======== Given entries

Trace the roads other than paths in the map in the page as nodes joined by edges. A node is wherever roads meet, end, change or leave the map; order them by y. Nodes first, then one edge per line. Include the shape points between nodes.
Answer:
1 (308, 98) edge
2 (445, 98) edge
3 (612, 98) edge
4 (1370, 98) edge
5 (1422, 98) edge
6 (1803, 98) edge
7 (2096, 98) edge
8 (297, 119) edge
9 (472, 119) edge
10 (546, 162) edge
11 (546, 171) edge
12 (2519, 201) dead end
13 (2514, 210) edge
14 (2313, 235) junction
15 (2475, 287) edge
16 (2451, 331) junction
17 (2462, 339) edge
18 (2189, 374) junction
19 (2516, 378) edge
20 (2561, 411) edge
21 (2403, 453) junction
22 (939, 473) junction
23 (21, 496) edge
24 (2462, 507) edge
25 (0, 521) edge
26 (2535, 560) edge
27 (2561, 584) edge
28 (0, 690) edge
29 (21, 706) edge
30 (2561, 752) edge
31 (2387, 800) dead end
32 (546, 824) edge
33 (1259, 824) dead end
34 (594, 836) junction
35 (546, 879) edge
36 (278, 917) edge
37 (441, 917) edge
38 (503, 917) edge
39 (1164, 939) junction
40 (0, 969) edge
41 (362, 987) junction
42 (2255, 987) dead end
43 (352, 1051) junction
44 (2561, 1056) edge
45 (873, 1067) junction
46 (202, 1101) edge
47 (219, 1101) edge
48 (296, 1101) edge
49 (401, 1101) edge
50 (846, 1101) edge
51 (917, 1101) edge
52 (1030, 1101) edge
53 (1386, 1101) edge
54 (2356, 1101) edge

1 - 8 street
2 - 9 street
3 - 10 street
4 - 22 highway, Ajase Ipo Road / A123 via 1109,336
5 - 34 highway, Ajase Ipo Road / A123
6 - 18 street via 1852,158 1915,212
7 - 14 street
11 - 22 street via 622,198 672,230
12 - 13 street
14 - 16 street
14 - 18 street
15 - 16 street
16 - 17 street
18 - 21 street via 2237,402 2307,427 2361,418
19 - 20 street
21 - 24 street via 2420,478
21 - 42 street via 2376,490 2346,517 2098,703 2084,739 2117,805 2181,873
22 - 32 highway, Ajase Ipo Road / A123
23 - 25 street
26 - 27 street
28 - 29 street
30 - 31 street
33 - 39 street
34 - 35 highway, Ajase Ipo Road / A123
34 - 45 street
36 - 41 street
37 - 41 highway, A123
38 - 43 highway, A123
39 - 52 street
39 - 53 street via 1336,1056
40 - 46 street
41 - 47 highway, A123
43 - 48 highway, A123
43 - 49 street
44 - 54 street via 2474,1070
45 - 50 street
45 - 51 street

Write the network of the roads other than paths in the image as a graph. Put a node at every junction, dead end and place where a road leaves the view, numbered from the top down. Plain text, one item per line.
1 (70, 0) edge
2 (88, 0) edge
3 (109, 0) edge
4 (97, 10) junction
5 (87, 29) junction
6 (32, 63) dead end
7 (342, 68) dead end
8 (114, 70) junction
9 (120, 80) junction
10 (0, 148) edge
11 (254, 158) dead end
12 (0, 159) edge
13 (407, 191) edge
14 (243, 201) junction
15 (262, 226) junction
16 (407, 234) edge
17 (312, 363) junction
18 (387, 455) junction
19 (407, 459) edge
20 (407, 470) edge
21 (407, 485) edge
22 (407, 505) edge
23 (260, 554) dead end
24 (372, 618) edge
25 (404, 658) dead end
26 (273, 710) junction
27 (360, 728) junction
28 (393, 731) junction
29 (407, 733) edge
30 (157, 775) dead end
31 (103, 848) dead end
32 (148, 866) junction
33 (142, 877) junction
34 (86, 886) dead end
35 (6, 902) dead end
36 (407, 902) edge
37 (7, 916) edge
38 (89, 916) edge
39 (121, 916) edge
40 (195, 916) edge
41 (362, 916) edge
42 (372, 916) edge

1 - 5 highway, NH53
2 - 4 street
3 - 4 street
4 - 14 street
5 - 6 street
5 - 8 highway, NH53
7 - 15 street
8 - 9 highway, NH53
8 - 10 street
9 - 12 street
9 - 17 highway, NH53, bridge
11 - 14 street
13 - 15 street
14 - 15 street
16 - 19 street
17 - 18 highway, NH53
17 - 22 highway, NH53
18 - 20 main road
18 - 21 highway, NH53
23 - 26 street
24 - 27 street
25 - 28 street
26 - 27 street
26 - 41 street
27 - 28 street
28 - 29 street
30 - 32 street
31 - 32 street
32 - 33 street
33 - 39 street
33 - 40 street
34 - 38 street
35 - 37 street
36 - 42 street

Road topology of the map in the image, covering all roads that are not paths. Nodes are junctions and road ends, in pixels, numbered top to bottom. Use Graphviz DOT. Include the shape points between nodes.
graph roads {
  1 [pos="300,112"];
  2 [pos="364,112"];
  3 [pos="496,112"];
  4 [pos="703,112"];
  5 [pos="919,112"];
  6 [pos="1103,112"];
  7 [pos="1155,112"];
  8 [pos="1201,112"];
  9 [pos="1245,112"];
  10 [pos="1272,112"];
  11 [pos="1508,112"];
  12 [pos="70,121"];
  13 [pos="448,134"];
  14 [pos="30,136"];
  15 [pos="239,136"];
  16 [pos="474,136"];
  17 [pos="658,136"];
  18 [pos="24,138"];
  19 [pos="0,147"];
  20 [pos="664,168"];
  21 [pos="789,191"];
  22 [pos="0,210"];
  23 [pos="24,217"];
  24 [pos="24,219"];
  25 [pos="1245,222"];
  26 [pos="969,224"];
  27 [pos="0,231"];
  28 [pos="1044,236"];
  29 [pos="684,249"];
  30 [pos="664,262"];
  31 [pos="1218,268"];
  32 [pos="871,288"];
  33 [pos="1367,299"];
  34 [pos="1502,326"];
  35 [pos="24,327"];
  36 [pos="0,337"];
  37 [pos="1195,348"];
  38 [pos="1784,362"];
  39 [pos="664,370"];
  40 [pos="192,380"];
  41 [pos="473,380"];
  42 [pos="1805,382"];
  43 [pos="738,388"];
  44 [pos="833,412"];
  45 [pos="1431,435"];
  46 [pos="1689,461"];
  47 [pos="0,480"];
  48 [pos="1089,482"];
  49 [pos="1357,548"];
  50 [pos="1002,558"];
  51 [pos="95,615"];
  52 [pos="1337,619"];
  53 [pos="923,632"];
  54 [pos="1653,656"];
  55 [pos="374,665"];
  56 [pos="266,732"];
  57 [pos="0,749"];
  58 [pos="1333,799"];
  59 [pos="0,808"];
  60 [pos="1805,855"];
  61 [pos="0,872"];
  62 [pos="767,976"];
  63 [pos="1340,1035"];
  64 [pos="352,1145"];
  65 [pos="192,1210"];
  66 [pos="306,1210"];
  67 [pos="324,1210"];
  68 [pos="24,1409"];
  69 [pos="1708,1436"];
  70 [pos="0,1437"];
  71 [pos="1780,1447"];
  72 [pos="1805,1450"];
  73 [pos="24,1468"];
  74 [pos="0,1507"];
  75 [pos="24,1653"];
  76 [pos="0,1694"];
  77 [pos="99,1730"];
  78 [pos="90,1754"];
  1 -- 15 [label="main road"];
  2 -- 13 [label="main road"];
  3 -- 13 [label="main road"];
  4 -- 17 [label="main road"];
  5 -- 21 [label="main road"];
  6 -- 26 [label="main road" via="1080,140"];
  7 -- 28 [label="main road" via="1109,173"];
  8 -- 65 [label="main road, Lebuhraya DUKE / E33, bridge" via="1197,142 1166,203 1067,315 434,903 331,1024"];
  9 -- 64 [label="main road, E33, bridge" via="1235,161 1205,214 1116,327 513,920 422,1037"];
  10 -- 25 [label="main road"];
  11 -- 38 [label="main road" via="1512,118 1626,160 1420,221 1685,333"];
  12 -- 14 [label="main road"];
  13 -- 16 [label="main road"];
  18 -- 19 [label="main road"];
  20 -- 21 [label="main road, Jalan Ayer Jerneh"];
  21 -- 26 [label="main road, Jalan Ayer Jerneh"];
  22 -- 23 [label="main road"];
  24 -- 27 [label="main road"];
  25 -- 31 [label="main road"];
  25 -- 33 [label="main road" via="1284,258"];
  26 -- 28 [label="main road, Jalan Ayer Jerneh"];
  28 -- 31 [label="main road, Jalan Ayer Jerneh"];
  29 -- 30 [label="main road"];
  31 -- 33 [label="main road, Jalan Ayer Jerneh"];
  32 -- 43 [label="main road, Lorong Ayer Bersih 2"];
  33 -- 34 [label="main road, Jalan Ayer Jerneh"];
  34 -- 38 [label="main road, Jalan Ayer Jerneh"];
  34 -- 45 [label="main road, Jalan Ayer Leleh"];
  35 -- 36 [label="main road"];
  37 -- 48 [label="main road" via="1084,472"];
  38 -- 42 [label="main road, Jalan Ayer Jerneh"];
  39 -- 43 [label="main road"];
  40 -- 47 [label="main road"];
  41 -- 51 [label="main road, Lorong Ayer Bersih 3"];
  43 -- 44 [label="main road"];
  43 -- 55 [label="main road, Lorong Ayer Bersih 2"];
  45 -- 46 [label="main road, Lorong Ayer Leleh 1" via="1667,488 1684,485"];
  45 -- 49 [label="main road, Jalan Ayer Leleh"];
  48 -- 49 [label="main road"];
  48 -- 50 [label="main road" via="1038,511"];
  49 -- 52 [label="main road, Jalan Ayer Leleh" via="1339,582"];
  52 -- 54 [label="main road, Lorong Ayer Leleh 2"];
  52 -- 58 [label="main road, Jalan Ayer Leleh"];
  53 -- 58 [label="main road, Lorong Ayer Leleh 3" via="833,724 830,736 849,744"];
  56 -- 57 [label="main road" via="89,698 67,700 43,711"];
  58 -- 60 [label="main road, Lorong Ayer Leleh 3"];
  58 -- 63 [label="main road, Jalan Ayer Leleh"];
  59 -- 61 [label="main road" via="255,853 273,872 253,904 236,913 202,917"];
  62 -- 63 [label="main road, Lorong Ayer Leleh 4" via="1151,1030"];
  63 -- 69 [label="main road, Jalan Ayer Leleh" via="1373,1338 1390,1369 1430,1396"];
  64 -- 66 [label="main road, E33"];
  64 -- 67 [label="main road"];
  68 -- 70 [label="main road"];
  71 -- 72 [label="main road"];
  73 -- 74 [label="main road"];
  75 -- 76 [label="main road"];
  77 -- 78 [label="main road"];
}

================

> **What you are asked to do**:
In the entries above, copy each line that contains the string "Bersih".

> **Written solution**:
  32 -- 43 [label="main road, Lorong Ayer Bersih 2"];
  41 -- 51 [label="main road, Lorong Ayer Bersih 3"];
  43 -- 55 [label="main road, Lorong Ayer Bersih 2"];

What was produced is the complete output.